Work instruction: Which of the lines below hold "nodes"? Please return each one.

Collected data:

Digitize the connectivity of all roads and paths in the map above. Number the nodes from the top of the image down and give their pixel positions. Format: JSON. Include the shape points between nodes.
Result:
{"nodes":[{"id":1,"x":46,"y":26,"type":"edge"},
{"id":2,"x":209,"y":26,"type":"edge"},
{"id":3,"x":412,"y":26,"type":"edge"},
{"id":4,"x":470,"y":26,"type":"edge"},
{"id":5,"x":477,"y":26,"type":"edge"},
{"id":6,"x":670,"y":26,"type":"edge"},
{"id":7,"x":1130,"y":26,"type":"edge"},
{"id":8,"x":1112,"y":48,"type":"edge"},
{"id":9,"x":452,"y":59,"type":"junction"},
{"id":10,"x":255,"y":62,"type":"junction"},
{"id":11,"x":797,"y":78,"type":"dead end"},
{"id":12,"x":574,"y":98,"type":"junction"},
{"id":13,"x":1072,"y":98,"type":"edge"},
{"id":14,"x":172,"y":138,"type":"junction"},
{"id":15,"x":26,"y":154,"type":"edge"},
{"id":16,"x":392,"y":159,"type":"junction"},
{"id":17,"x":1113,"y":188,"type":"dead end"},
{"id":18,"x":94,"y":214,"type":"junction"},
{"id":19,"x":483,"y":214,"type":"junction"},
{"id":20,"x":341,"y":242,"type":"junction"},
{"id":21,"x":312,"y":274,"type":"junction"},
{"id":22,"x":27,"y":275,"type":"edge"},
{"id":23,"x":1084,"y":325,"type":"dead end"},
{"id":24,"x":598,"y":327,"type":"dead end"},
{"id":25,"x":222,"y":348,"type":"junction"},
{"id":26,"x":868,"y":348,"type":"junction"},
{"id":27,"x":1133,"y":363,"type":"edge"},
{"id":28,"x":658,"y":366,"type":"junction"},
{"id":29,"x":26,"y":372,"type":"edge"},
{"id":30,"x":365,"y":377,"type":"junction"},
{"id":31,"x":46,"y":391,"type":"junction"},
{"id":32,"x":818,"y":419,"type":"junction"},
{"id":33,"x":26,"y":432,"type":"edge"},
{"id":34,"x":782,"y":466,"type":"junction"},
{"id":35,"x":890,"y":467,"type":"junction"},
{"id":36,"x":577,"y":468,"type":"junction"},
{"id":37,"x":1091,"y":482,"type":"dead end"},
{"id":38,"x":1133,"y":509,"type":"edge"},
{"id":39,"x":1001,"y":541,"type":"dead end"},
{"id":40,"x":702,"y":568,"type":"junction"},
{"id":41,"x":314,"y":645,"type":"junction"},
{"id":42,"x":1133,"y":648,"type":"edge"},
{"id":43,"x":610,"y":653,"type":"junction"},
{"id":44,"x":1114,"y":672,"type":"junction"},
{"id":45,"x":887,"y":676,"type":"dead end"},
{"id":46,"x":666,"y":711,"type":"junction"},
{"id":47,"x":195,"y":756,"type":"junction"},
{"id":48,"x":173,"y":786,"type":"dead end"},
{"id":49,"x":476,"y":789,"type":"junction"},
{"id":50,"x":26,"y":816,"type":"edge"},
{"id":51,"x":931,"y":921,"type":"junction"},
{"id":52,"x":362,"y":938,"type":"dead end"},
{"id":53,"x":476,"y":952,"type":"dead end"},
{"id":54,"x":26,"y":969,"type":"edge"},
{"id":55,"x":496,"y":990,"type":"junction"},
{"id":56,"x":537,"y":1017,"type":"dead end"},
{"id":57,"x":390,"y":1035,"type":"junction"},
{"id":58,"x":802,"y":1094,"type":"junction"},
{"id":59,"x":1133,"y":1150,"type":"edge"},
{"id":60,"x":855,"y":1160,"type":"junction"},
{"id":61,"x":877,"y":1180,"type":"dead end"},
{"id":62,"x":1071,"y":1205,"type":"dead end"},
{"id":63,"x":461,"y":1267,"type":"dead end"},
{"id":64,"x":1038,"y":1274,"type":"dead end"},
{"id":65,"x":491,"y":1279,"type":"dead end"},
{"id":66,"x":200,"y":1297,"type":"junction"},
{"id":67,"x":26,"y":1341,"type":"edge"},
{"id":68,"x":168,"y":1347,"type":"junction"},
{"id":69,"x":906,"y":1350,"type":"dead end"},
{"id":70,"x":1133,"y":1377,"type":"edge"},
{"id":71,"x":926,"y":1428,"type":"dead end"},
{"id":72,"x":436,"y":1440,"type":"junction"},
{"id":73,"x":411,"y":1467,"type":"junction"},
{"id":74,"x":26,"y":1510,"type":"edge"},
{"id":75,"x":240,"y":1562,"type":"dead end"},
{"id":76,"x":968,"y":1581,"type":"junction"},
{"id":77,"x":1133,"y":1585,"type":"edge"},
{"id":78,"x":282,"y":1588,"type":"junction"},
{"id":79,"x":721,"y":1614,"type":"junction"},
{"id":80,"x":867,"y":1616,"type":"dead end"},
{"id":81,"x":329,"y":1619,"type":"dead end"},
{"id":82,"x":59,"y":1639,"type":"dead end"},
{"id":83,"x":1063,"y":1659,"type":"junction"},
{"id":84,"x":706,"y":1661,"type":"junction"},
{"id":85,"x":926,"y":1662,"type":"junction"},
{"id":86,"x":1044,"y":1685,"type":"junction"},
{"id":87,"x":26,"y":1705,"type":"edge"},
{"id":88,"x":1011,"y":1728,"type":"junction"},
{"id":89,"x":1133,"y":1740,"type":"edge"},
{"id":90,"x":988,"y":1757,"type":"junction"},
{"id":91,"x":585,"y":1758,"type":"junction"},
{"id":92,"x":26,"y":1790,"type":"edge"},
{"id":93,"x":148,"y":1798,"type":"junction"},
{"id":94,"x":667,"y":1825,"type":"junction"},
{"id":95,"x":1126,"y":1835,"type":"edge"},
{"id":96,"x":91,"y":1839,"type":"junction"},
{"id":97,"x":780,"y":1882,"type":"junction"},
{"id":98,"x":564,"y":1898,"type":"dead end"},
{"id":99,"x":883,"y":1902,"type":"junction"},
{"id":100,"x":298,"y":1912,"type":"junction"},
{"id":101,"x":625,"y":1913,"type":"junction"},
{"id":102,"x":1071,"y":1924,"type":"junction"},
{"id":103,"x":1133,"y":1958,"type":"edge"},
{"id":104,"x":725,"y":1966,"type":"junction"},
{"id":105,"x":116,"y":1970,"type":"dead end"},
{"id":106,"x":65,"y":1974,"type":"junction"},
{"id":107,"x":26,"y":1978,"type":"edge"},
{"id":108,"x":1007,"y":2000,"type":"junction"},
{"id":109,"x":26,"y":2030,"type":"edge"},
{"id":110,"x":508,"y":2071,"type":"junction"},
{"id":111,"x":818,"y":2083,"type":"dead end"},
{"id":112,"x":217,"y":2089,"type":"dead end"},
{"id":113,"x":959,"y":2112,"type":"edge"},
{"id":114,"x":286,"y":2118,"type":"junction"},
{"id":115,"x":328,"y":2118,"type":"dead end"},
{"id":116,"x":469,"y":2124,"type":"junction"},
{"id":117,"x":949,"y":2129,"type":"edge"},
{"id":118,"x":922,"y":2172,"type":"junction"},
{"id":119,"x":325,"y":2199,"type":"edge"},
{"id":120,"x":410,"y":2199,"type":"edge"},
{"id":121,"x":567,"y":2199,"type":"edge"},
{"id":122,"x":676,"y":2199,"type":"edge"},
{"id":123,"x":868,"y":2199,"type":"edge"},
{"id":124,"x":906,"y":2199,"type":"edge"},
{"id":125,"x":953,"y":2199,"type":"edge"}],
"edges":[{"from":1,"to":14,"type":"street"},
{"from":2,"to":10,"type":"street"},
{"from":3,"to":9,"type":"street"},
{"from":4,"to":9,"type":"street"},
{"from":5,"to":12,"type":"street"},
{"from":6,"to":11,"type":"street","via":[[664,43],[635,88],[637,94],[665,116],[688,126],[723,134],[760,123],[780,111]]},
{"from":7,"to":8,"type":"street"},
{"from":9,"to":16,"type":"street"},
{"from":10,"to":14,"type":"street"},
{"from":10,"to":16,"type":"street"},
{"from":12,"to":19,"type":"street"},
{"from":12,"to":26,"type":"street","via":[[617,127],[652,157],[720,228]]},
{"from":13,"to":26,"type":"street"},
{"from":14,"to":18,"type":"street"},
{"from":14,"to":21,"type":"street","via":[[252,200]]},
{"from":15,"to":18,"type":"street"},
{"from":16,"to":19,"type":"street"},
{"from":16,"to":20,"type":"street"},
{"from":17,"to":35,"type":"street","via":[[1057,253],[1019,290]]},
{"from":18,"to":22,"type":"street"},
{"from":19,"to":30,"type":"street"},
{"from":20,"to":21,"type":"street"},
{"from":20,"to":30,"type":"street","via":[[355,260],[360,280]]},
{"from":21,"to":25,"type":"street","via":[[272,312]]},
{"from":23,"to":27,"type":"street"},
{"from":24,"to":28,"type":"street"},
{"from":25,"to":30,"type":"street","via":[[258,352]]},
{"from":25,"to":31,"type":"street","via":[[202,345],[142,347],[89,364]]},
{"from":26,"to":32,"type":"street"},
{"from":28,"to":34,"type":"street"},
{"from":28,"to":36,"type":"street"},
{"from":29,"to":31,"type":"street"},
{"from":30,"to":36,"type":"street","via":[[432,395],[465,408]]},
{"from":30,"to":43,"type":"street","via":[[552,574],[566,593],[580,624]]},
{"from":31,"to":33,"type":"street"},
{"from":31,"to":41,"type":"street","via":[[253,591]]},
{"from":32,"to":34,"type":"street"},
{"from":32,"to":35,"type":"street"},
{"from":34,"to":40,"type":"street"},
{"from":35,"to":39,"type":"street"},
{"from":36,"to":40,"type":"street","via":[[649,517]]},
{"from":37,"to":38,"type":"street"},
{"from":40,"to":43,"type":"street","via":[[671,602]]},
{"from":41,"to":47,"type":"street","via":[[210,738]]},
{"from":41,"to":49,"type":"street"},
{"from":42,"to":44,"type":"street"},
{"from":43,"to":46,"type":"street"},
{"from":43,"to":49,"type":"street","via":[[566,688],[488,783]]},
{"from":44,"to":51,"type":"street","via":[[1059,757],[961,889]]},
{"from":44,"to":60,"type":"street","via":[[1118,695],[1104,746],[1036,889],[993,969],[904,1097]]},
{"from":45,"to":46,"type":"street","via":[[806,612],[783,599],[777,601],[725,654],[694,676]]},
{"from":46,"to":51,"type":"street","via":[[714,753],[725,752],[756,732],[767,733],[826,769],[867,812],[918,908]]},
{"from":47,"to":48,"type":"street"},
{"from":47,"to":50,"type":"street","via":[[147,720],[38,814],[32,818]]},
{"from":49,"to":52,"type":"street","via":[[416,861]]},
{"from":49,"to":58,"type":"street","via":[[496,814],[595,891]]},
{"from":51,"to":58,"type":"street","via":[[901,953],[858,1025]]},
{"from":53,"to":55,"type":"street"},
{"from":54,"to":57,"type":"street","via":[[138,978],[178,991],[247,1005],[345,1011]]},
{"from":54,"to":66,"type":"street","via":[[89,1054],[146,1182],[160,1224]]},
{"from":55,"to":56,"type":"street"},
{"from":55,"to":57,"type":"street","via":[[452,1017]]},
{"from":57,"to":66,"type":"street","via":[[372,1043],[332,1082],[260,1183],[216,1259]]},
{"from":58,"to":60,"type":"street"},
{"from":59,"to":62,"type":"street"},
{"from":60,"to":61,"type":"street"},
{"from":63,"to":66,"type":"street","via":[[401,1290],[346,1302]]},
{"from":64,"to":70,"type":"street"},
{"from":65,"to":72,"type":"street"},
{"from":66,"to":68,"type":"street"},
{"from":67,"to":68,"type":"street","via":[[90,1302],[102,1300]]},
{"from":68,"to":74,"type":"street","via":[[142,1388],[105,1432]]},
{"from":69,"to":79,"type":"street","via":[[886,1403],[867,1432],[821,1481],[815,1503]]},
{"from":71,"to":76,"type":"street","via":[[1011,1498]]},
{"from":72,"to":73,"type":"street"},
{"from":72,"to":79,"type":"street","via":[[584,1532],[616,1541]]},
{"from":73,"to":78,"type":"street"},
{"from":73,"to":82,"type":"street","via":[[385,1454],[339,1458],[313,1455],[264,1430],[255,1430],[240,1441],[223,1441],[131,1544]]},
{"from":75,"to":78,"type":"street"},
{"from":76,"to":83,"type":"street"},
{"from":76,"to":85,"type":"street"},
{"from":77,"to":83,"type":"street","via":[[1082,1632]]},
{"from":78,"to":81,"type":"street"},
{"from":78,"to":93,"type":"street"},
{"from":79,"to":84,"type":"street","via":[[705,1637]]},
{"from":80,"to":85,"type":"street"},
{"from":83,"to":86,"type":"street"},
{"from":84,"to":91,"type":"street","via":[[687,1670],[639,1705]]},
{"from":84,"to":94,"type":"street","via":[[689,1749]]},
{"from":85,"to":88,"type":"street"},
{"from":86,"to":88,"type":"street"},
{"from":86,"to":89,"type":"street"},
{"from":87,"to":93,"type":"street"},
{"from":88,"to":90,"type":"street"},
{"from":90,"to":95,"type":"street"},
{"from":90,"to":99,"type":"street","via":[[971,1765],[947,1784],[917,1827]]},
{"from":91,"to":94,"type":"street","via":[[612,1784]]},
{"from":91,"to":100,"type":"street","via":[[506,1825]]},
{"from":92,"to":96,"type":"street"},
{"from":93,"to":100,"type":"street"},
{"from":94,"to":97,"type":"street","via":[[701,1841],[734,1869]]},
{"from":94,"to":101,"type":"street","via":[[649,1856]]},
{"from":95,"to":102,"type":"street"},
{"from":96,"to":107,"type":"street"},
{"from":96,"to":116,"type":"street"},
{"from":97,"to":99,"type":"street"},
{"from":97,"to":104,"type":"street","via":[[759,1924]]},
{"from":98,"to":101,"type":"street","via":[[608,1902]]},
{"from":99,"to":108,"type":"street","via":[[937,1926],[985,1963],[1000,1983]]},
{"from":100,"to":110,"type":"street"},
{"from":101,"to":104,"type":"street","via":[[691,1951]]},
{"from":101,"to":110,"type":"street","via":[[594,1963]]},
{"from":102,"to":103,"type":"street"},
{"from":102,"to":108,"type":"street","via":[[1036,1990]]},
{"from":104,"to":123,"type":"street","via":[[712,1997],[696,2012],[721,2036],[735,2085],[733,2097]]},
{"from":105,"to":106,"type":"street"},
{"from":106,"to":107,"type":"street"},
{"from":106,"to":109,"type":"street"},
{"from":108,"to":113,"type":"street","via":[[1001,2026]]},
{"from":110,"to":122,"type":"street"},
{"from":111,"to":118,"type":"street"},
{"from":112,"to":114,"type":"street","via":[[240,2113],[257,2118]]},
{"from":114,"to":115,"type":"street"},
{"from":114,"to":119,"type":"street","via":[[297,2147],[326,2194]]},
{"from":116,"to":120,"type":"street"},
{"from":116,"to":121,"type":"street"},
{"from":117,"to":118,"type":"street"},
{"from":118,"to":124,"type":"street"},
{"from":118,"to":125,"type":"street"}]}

Written reply:
Digitize the connectivity of all roads and paths in the map above. Number the nodes from the top of the image down and give their pixel positions. Format: JSON. Include the shape points between nodes.
{"nodes":[{"id":1,"x":46,"y":26,"type":"edge"},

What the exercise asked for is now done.